The Freundlich isotherm equation best represents phosphate sorption across soil orders and land use types in tropical soils of Puerto Rico

Biomass production in the lowland wet tropical forest is greater than in any other biome, and it is typically limited by soil phosphorus (P) availability. However, the mechanisms involved in the P cycle remain poorly represented in Earth System Models (ESMs). Soil P sorption processes are key in the P cycle and for understanding the extent of P limitation for plant productivity. Currently, a few ESMs include isotherm equations to model these processes. Although the Langmuir equation is widely cited, other isotherm equations may better describe sorption in tropical soils. Here, we use a diverse range of soil samples from Puerto Rico to test the validity of the Langmuir, Freundlich, and Temkin equation.
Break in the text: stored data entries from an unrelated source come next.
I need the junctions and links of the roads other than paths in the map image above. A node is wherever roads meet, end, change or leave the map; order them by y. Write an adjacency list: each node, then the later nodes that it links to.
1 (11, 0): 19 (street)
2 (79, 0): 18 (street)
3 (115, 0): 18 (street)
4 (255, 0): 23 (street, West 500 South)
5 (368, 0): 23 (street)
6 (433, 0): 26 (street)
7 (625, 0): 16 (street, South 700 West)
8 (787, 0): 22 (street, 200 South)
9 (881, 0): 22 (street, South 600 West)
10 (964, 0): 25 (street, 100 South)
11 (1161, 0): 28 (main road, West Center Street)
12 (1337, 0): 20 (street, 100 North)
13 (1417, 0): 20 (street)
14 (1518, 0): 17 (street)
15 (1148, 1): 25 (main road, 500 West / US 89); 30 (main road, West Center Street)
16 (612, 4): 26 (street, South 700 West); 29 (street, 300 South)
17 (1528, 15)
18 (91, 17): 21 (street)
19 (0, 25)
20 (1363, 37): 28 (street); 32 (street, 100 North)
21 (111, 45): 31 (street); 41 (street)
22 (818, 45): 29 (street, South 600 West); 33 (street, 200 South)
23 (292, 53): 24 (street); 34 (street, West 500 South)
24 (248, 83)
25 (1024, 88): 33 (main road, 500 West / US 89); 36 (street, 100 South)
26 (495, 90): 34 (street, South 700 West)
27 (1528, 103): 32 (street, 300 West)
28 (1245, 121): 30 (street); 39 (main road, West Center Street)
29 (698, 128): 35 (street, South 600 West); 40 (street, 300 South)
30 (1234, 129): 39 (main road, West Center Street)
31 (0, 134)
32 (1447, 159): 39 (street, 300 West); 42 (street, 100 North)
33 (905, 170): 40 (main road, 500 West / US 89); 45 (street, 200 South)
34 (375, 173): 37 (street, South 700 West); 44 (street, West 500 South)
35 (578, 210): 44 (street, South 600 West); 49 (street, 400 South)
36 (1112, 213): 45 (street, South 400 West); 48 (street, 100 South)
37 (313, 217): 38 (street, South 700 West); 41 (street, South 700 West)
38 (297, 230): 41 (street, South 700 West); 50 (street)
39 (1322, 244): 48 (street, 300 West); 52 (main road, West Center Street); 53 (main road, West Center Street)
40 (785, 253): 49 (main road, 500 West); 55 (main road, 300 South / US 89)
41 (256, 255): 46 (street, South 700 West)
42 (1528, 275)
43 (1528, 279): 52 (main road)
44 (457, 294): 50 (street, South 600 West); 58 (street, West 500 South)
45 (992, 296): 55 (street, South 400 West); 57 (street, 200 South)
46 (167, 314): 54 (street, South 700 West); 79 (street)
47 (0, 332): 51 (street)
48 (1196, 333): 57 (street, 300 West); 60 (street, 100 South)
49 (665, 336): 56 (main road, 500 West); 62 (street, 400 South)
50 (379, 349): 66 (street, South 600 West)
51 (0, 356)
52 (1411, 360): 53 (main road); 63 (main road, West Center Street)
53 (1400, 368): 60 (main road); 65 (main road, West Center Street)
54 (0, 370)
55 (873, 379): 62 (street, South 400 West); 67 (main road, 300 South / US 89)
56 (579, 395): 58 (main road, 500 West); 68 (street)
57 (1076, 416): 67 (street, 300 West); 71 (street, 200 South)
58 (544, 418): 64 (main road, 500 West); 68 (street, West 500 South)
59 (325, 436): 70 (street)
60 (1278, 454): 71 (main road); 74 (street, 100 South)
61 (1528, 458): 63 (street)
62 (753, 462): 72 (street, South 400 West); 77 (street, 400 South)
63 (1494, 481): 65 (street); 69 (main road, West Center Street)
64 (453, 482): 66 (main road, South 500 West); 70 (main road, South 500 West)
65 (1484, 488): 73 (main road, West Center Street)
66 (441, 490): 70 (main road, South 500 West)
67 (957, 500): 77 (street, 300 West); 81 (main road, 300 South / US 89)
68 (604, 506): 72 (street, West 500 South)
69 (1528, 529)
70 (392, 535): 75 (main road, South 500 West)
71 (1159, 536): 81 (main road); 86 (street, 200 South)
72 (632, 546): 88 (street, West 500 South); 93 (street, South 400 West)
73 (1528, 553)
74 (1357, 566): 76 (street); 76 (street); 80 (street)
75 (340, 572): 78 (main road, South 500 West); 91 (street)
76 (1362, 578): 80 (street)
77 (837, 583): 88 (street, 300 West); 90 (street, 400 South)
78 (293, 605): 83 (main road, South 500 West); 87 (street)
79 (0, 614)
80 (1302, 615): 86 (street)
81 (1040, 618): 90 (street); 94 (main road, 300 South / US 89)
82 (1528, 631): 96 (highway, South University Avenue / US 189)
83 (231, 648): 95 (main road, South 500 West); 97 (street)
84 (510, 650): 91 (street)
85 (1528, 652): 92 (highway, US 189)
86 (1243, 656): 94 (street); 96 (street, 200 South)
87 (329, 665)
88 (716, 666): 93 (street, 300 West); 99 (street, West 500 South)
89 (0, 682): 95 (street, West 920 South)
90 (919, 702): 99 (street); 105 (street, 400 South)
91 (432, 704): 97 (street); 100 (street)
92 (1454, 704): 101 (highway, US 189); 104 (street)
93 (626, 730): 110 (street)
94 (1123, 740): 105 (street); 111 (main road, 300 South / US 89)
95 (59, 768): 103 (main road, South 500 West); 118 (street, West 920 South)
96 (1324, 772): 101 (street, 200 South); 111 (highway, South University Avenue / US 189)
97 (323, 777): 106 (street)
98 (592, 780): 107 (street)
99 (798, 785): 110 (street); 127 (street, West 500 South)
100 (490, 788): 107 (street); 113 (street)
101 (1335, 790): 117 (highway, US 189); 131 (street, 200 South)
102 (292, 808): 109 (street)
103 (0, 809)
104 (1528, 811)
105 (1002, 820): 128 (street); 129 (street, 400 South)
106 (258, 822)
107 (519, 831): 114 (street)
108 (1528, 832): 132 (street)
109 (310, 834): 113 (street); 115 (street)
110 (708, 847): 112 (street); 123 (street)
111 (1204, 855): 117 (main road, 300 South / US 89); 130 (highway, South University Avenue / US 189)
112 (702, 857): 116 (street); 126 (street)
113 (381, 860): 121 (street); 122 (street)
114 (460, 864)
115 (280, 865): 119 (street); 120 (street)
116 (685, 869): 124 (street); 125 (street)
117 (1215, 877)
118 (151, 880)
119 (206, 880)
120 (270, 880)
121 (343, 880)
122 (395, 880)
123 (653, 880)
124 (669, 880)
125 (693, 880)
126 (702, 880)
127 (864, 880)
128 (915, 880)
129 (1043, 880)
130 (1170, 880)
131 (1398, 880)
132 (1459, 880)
We found that across four soil orders (Inceptisols, Mollisols, Oxisols, Ultisols), and forested and cultivated land use types, the Freundlich equation best represented soil P sorption. Furthermore, the Langmuir and the Temkin equations poorly represent soil P adsorption, especially at low P concentrations. Specifically, the Langmuir equation underestimated soil P adsorption by 40% and the Temkin equation overestimated adsorption by 76%. We also found, as expected, that soil clay content and pH were the most important parameters explaining the variability of the Freundlich (K_f) constant. Greater clay content and lower pH, common in highly weathered Ultisols and Oxisols which are abundant in the tropics, led to greater K_f values. Overall, our results suggest that a diversity of soils can prompt underestimation of P sorption when using the Langmuir isotherm, which leads to an overestimation of available P that can have repercussions on ESM predictions of the P cycle and tropical forest productivity.